South African running legend Zola Budd has been stripped of her Comrades Marathon age category win – because she did not wear her age category tag.
And Budd has come out firing – saying she had won it “fair and square” and that administrators applying rules inconsistently had plagued her career.
Her manager, Ray de Vries, said on Thursday that the decision was unfair.
The 48-year-old Budd came in at seventh and was the first South African in the female top 10 and the first veteran to cross the line.
She had been issued with an international number which has the age category tag on it. In the international final instructions it stated the age category was on the race number, De Vries said. But the race officials said there was a separate number which had to be sewn on the athlete’s vest.
The decision by officials mean she will not receive the R12 000 prize money for being the first female veteran. However, she will still qualify for the R25 000 for overall seventh place and keep her gold medal.
Tina Major of Australia now becomes the winner veterans category 40-49. She finished in 7:12:04 – almost 16 minutes behind Budd (6:55:55).
De Vries believes that Budd was being unfairly treated as the female veterans who were awarded 2nd and 3rd places also only had an age category on their race numbers – exactly the same as Budd.
“The question is why is Zola being singled out? A mistake has been made and it needs to be rectified.”
From her home in Myrtle Beach, USA, Budd said on Thursday: “I won it fair and square – my whole athletics career has been plagued by politics and interference from administrators who are selective and do not apply the rules consistently.
“It feels like they are targeting me specifically. Why does this rule apply to me and not to others?”
Comrades Marathon race director, Rowyn James, said he was not aware of the two runners behind Budd doing the same thing.
“That would need to be checked with the KZN Athletics referees.”
“She is not disqualified out of the race, she is only excluded from the category prize. If athletes two and three weren’t wearing their tags correctly, that is something we will need to investigate.”
He said each athlete received a final set of race instructions with their race number.
“The athlete is to wear the age category tags, the cloth tags sewn on to the athlete’s vest. That is a rule and requirement of KZN Athletics and Athletics South Africa (ASA),” said James.
This was in line with IAAF rule 141 and ASA rule 11, which stated: “The numerical age category tags must be clearly displayed.
“An athlete will not be eligible for any prize unless they are wearing an age category tag.”
This instruction was on top of page two of the final race instructions and information.
“Every athlete over 40 years of age gets their age printed on their race number as well.

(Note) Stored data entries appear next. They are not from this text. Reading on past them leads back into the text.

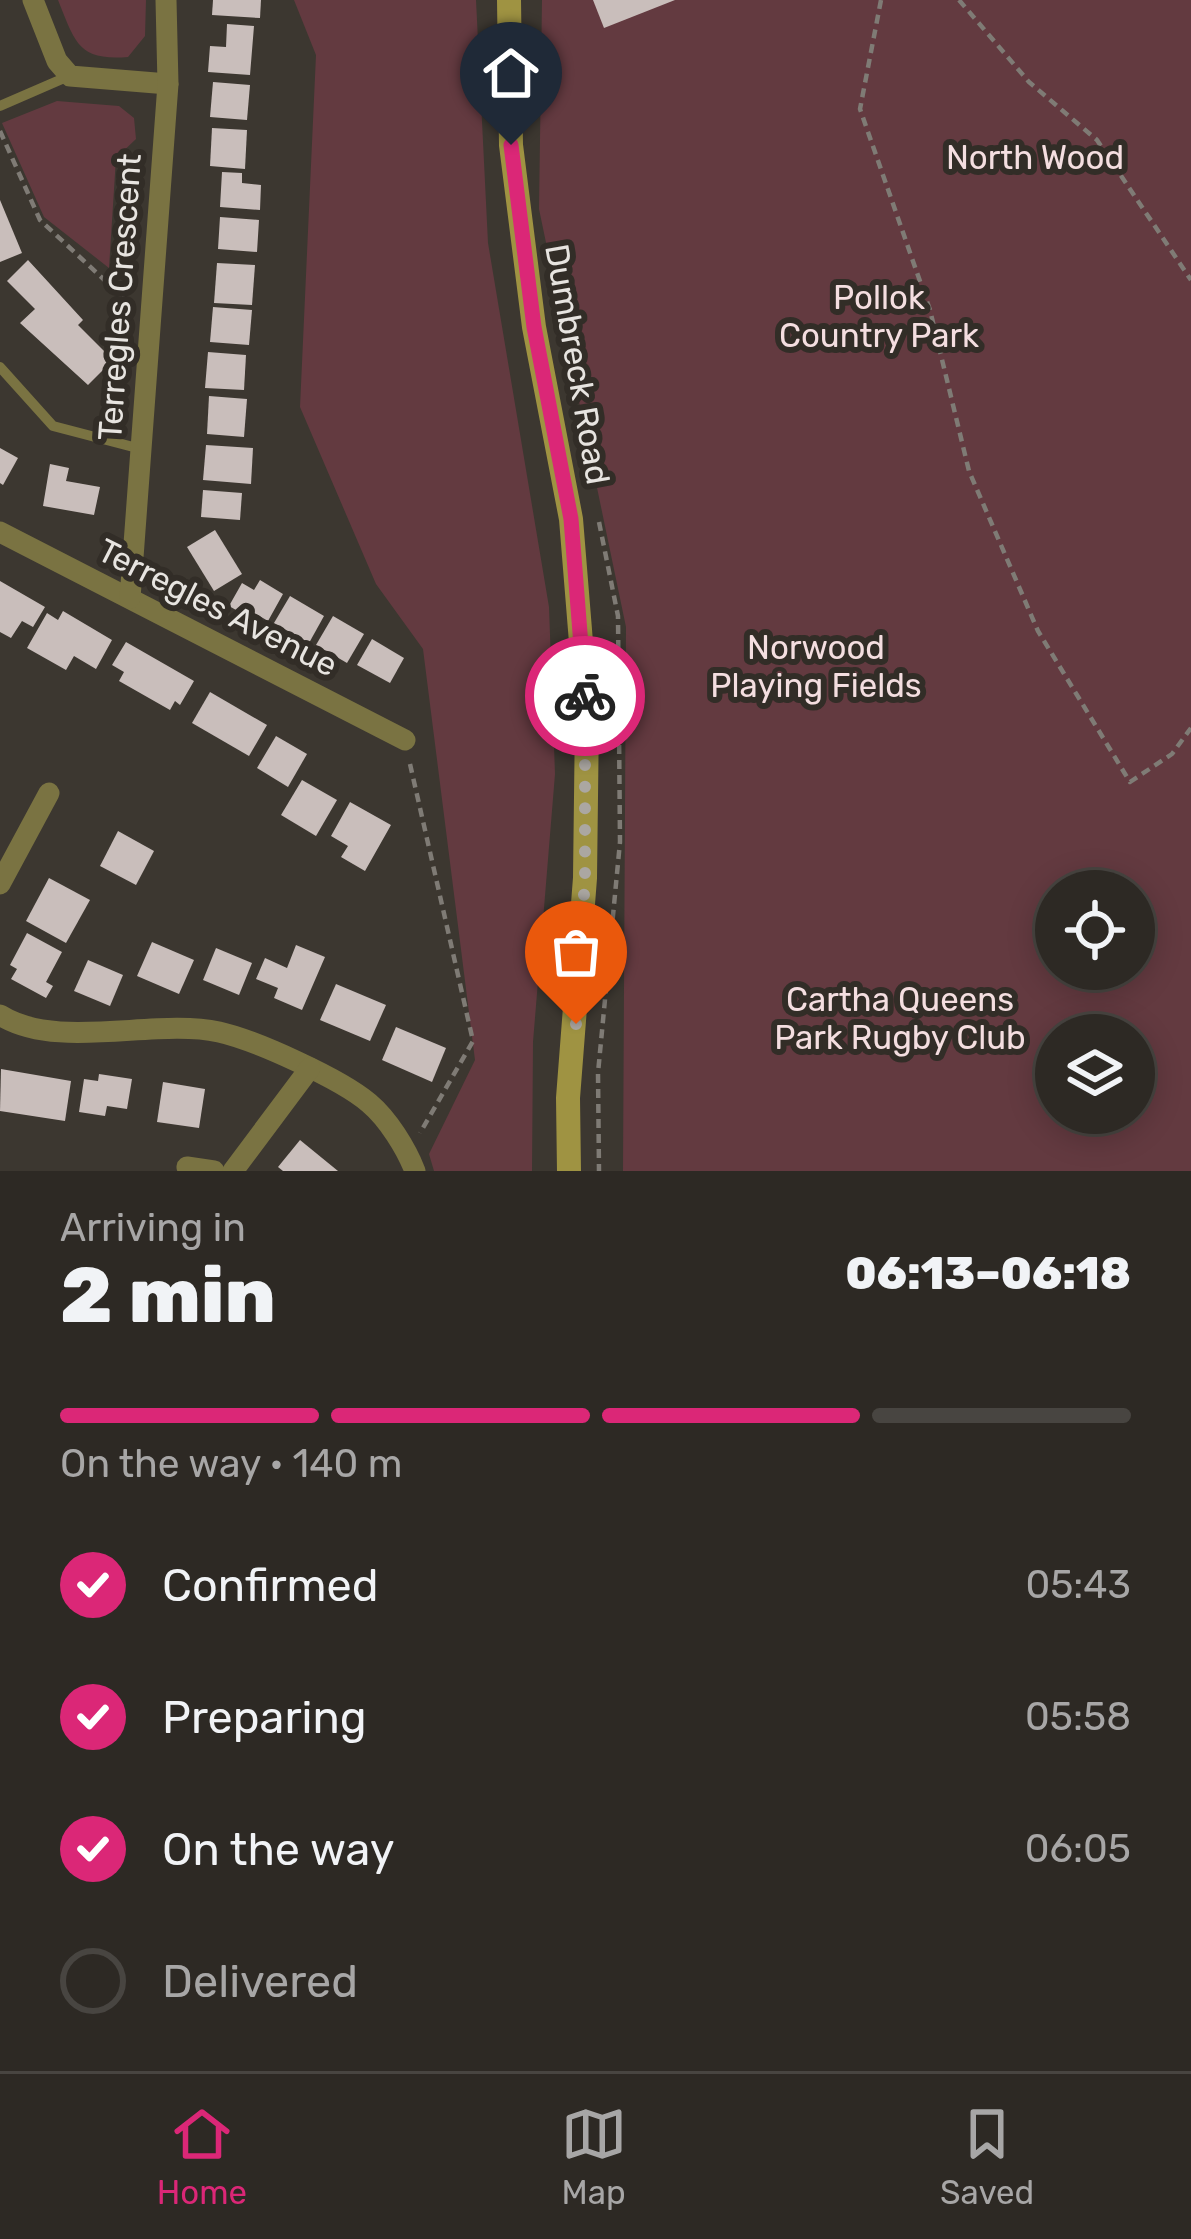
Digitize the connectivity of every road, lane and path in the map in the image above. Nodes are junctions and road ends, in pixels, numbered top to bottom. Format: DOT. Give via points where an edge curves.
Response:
graph roads {
  1 [pos="33,0"];
  2 [pos="166,0"];
  3 [pos="509,0"];
  4 [pos="880,0"];
  5 [pos="959,0"];
  6 [pos="70,76"];
  7 [pos="168,84"];
  8 [pos="0,106"];
  9 [pos="0,131"];
  10 [pos="1191,280"];
  11 [pos="150,322"];
  12 [pos="0,367"];
  13 [pos="141,449"];
  14 [pos="0,532"];
  15 [pos="130,598"];
  16 [pos="1191,728"];
  17 [pos="405,740"];
  18 [pos="49,793"];
  19 [pos="0,884"];
  20 [pos="0,1015"];
  21 [pos="310,1068"];
  22 [pos="412,1162"];
  23 [pos="187,1167"];
  24 [pos="214,1171"];
  25 [pos="233,1171"];
  26 [pos="569,1171"];
  1 -- 6 [label="street"];
  2 -- 7 [label="street, Terregles Crescent"];
  3 -- 26 [label="main road, Dumbreck Road" via="511,145 534,327 571,519 587,716"];
  4 -- 16 [label="path" via="860,109 930,310 977,491 1038,631 1130,782 1172,754"];
  5 -- 10 [label="path" via="1029,82 1097,140"];
  6 -- 7 [label="street"];
  6 -- 8 [label="lane"];
  7 -- 11 [label="street, Terregles Crescent"];
  9 -- 11 [label="path" via="40,220"];
  11 -- 13 [label="street, Terregles Crescent"];
  12 -- 13 [label="lane" via="53,426"];
  13 -- 15 [label="street, Terregles Crescent"];
  14 -- 15 [label="street, Terregles Avenue"];
  15 -- 17 [label="street, Terregles Avenue"];
  17 -- 22 [label="path" via="473,1041"];
  18 -- 19 [label="street"];
  20 -- 21 [label="street" via="43,1029 218,1031"];
  21 -- 22 [label="street" via="369,1103"];
  21 -- 25 [label="street"];
  23 -- 24 [label="street"];
}
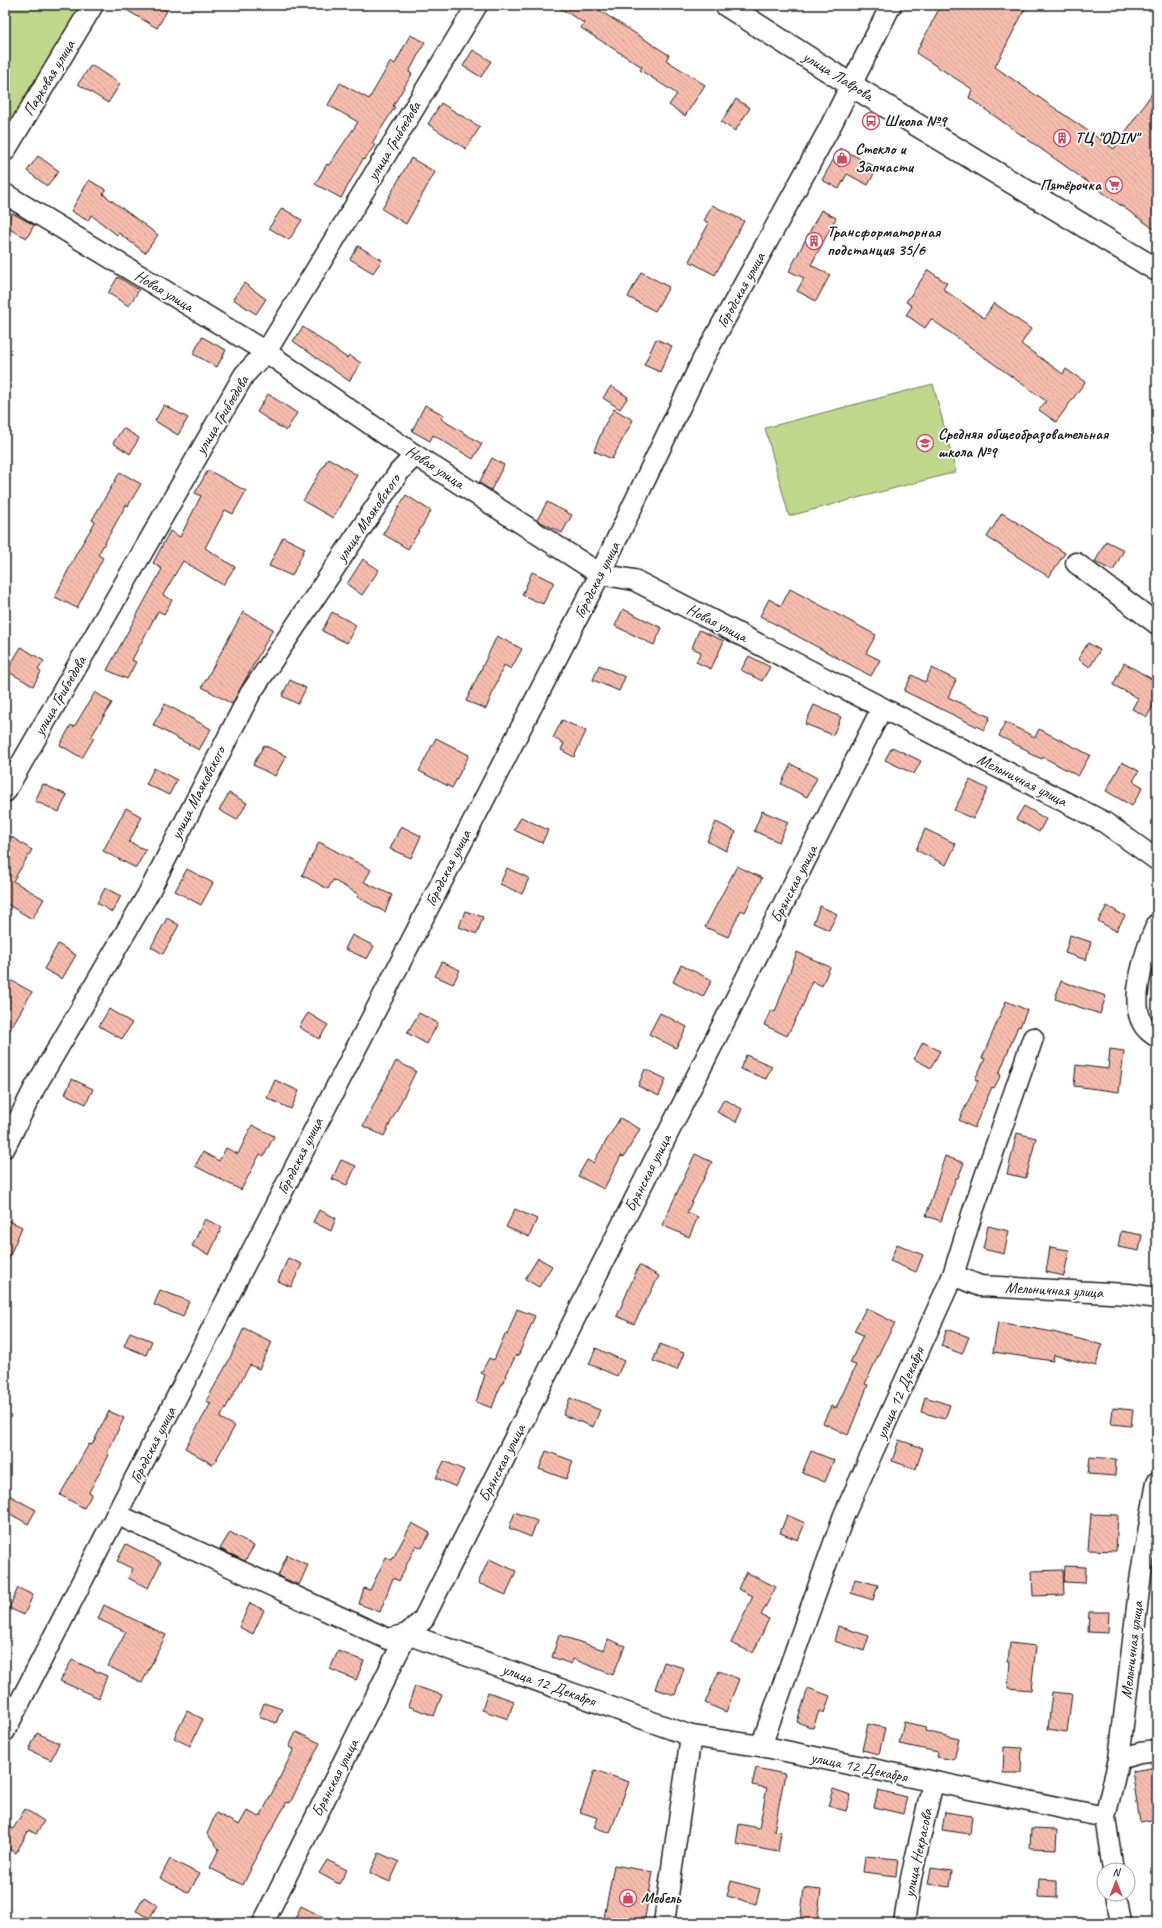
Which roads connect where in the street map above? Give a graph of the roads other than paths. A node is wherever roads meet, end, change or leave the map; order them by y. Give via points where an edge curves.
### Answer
1 (93, 5) edge
2 (477, 5) edge
3 (726, 5) edge
4 (891, 5) edge
5 (851, 85) junction
6 (5, 151) edge
7 (5, 194) edge
8 (1157, 270) edge
9 (266, 352) junction
10 (415, 455) junction
11 (1076, 563) dead end
12 (600, 574) junction
13 (1157, 624) edge
14 (882, 708) junction
15 (5, 792) edge
16 (1157, 860) edge
17 (1157, 924) edge
18 (1157, 1037) edge
19 (1033, 1038) dead end
20 (5, 1147) edge
21 (953, 1275) junction
22 (1157, 1298) edge
23 (1157, 1482) edge
24 (118, 1515) junction
25 (407, 1634) junction
26 (5, 1731) edge
27 (691, 1736) junction
28 (761, 1746) junction
29 (1157, 1751) edge
30 (1119, 1759) junction
31 (933, 1782) junction
32 (1105, 1817) junction
33 (1112, 1862) edge
34 (1117, 1902) edge
35 (263, 1923) edge
36 (664, 1923) edge
37 (904, 1923) edge
38 (1121, 1923) edge

1 - 6 street, Парковая улица
2 - 9 street, улица Грибоедова
3 - 5 main road, улица Лаврова
4 - 5 street, Городская улица
5 - 8 main road, улица Лаврова
5 - 12 street, Городская улица via 703,359
7 - 9 street, Новая улица
9 - 10 street, Новая улица
9 - 15 street, улица Грибоедова via 244,375
10 - 12 street, Новая улица
10 - 20 street, улица Маяковского via 399,472 250,694 148,894 34,1089
11 - 13 street
12 - 14 street, Новая улица via 634,580
12 - 24 street, Городская улица
14 - 16 street, Мельничная улица via 1104,822
14 - 25 street, Брянская улица via 423,1620
17 - 18 street via 1149,942 1139,982 1138,1002 1141,1021 1147,1030
19 - 21 street, улица 12 Декабря
21 - 22 street, Мельничная улица via 980,1286 1128,1294
21 - 28 street, улица 12 Декабря via 844,1515
23 - 30 street, Мельничная улица via 1141,1573
24 - 25 street, Брянская улица via 388,1639
24 - 26 street, Городская улица
25 - 27 street, улица 12 Декабря
25 - 35 street, Брянская улица
27 - 28 street, улица 12 Декабря
27 - 36 street
28 - 31 street, улица 12 Декабря
29 - 30 street
30 - 32 street, Мельничная улица
31 - 32 street
31 - 37 street, улица Некрасова via 911,1878
32 - 33 street, Мельничная улица
34 - 38 street

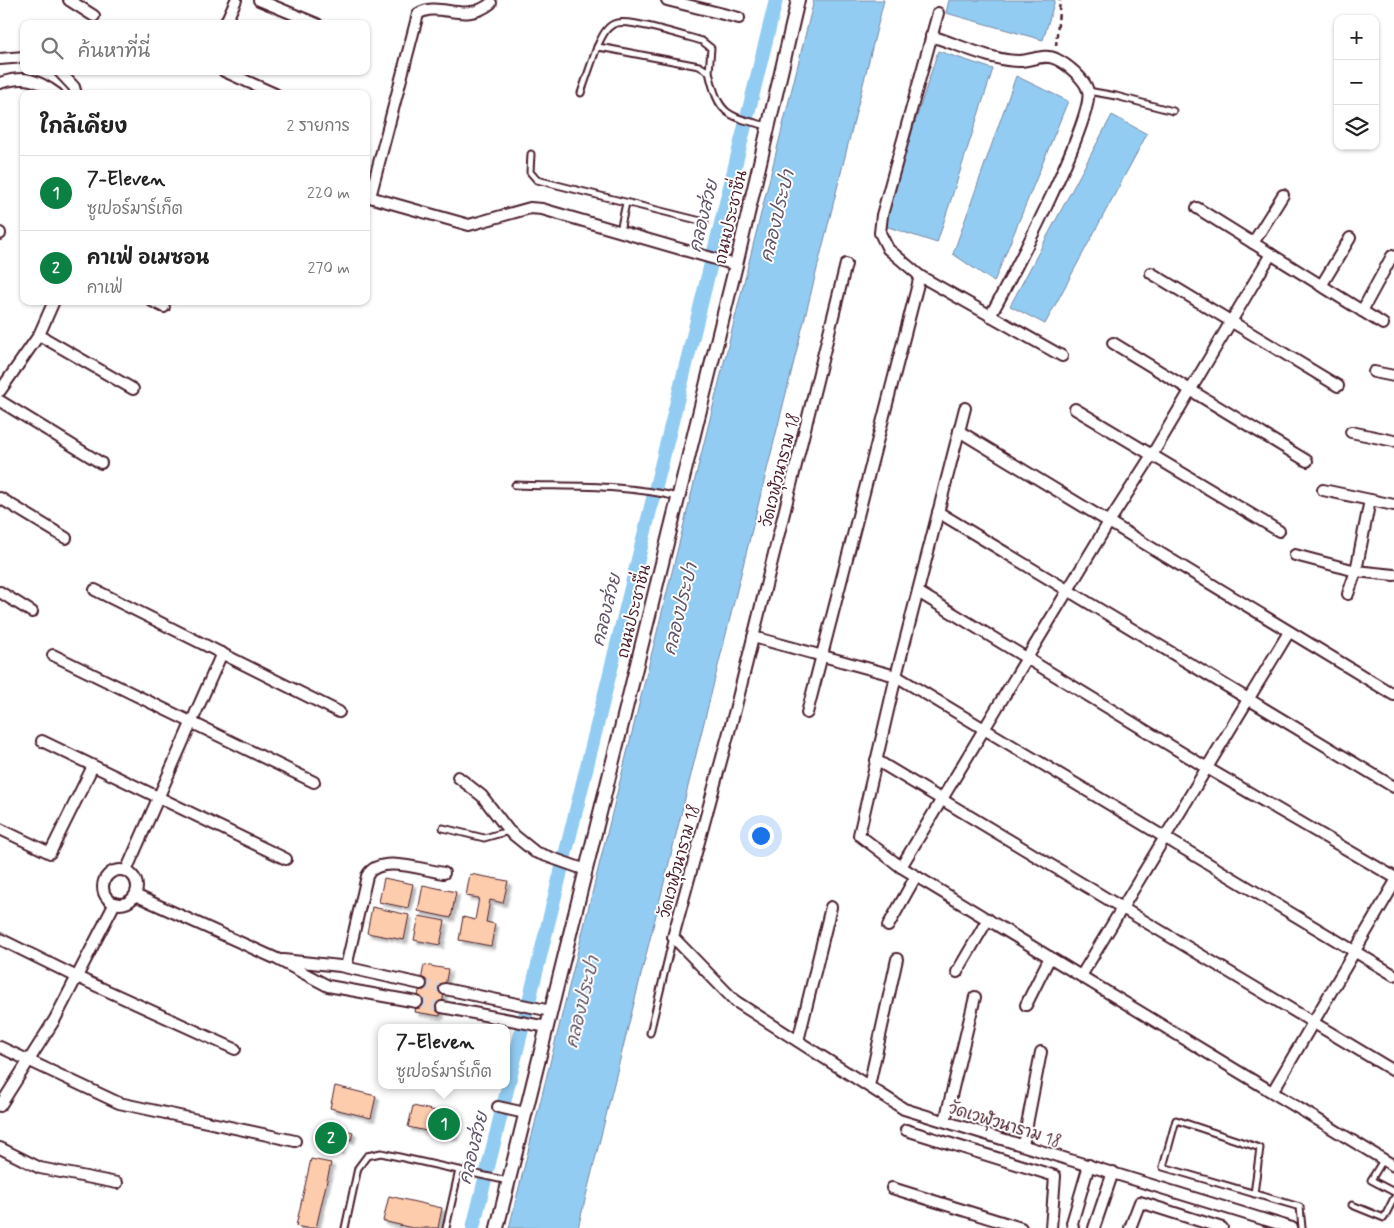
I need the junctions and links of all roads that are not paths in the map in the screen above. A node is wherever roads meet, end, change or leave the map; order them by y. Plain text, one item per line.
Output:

“It is not approved by the ASA and KZN Athletics as the only age tag available,” said James.
De Vries said that, after she had a picture-perfect Comrades and had huge support from the crowds along the way, she was hugely disappointed.
“When she came into the stadium at the finish, the entire stadium chanted ‘ZOLA, ZOLA’. It was wonderful for her.
“Two days later we were informed that she was not awarded the 1st veterans prize because she was not wearing a separate age category tag.”
De Vries said Budd had taken advice from well known international road running expert, Norrie Williamson.
His opinion is that the officials are wrong and that Budd needs to have her 1st prize re-instated.